E os argumentos em favor do Keystone XL são muito semelhantes; podemos definir o projeto como "keynesianismo para o carbono". Sim, aprovar o oleoduto mobilizaria algum dinheiro que de outra forma ficaria ocioso, e ao fazê-lo criaria empregos –42 mil na fase de construção, de acordo com a estimativa mais citada. (Depois de construído, o oleoduto empregaria apenas algumas dezenas de trabalhadores.) Mas gastos do governo com estradas, pontes e escolas teriam o mesmo efeito.

E os ganhos de emprego com o oleoduto representariam apenas uma minúscula fração –menos de 5%– dos empregos perdidos com o corte compulsório de gastos públicos, que por sua vez são apenas uma parte dos estragos causados pelos cortes de gastos em geral.

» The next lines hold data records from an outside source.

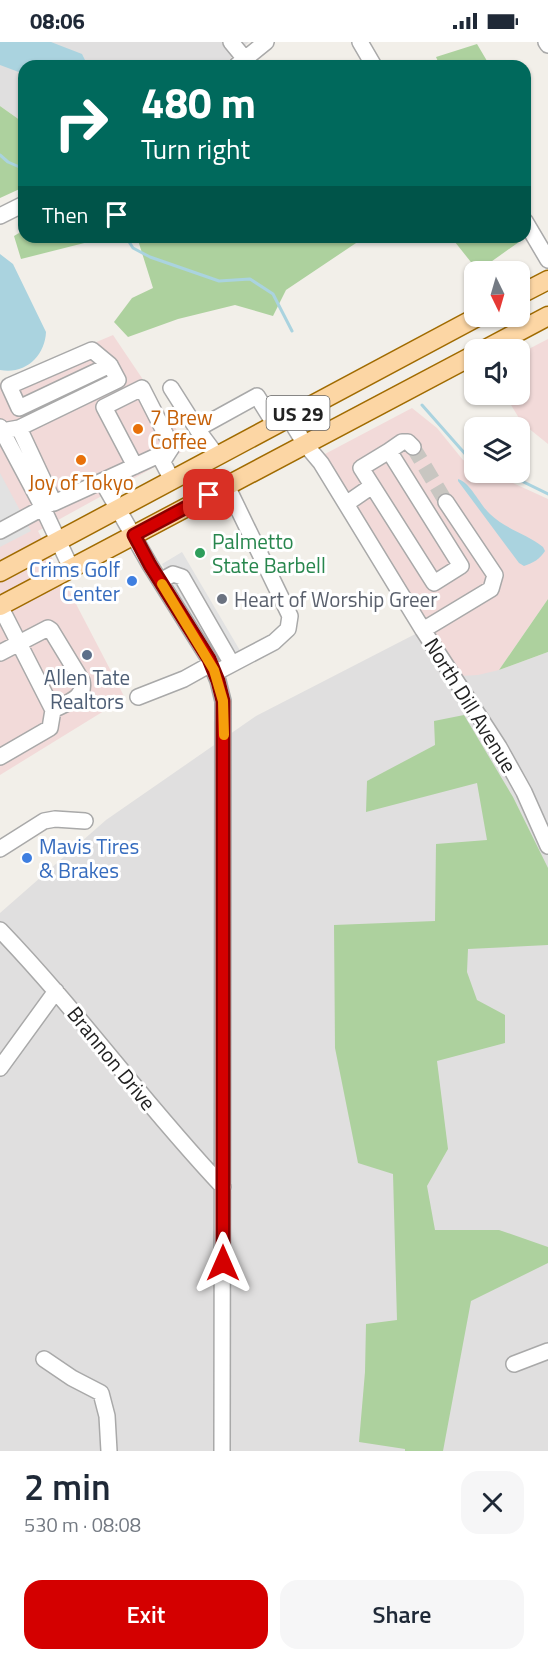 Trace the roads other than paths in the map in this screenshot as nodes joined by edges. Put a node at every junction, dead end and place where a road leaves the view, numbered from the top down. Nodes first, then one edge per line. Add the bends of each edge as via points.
1 (231, 42) edge
2 (266, 42) edge
3 (360, 42) edge
4 (240, 60) edge
5 (244, 60) edge
6 (370, 60) edge
7 (18, 207) edge
8 (0, 216) edge
9 (531, 231) edge
10 (548, 260) edge
11 (548, 280) edge
12 (530, 289) edge
13 (548, 316) edge
14 (464, 324) edge
15 (505, 339) edge
16 (464, 360) edge
17 (110, 364) junction
18 (171, 388) dead end
19 (38, 399) junction
20 (46, 416) junction
21 (282, 422) junction
22 (20, 428) junction
23 (1, 429) edge
24 (197, 429) junction
25 (305, 444) junction
26 (413, 447) dead end
27 (389, 451) junction
28 (217, 456) junction
29 (163, 461) junction
30 (135, 466) junction
31 (172, 480) junction
32 (102, 481) junction
33 (227, 486) junction
34 (372, 486) junction
35 (446, 502) tunnel mouth
36 (346, 504) junction
37 (48, 505) junction
38 (118, 510) junction
39 (0, 531) edge
40 (134, 535) junction
41 (58, 541) junction
42 (71, 568) junction
43 (0, 572) edge
44 (160, 581) junction
45 (0, 606) edge
46 (423, 630) junction
47 (19, 644) junction
48 (0, 653) edge
49 (232, 664) junction
50 (213, 669) junction
51 (138, 697) dead end
52 (53, 710) junction
53 (1, 754) edge
54 (85, 821) dead end
55 (548, 846) edge
56 (0, 849) edge
57 (0, 930) edge
58 (56, 991) junction
59 (0, 1068) edge
60 (223, 1187) junction
61 (548, 1351) edge
62 (44, 1359) dead end
63 (514, 1365) dead end
64 (109, 1451) edge
65 (222, 1451) edge

1 - 4 street
2 - 5 street
3 - 6 street
7 - 8 street
9 - 10 street
11 - 12 main road
13 - 15 main road
14 - 21 main road, US 29
16 - 25 main road, US 29
17 - 19 street
17 - 19 street via 92,350 9,386 20,408
17 - 20 street via 118,380
18 - 24 street
19 - 20 street
20 - 22 street
21 - 24 street, North Dill Avenue via 257,396
21 - 25 street, North Dill Avenue
21 - 28 main road, US 29
22 - 23 street
22 - 37 street
23 - 37 street
24 - 28 street
25 - 33 main road, US 29
25 - 36 street, North Dill Avenue via 321,462
26 - 27 street via 402,442
27 - 34 street via 361,468
27 - 34 street via 461,566 434,583
28 - 31 main road, US 29
29 - 30 street via 159,455
29 - 30 street via 172,447 142,388 104,407
29 - 31 street
30 - 32 street
31 - 38 main road, US 29
32 - 37 street
32 - 38 street
33 - 40 main road, US 29
33 - 49 street via 290,616 288,629 274,642
34 - 36 street
35 - 46 street via 495,575 491,589
36 - 46 street, North Dill Avenue
37 - 39 street
37 - 41 street
38 - 40 street
38 - 41 main road, US 29
40 - 42 main road, US 29
40 - 44 street
41 - 42 street
41 - 43 main road, US 29
42 - 45 main road, US 29
44 - 49 street via 173,574 182,577
44 - 50 street
45 - 47 street
46 - 55 street, North Dill Avenue via 512,768
47 - 48 street
47 - 52 street
47 - 52 street via 48,628 82,681 81,694
49 - 50 street
50 - 51 street
50 - 60 street via 224,715
52 - 53 street via 50,728
54 - 56 street via 44,821
57 - 58 street, Brannon Drive
58 - 59 street
58 - 60 street, Brannon Drive via 121,1072
60 - 65 street
61 - 63 street
62 - 64 street via 101,1393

Se McConnell e companhia realmente acreditam em que precisamos de mais gastos para criar empregos, por que não apoiar um esforço para modernizar a deteriorada infraestrutura dos Estados Unidos?

O que deveria ser feito quanto ao Keystone XL, portanto? Se você acredita que ele prejudicará o meio ambiente –e eu acredito–, deveria se opor ao projeto e ignorar as afirmações sobre criação de empregos. Os números que vêm sendo propalados são minúsculos, diante da força de trabalho dos Estados Unidos como um todo. E, de qualquer forma, o argumento de que o oleoduto cria empregos é basicamente uma piada doentia vindo de pessoas que fizeram tudo que podiam para destruir empregos nos Estados Unidos –e agora estão empregando os mesmos argumentos que usaram para ridicularizar os programas de emprego do governo a fim de justificar grandes concessões aos seus amigos no setor de combustível fóssil.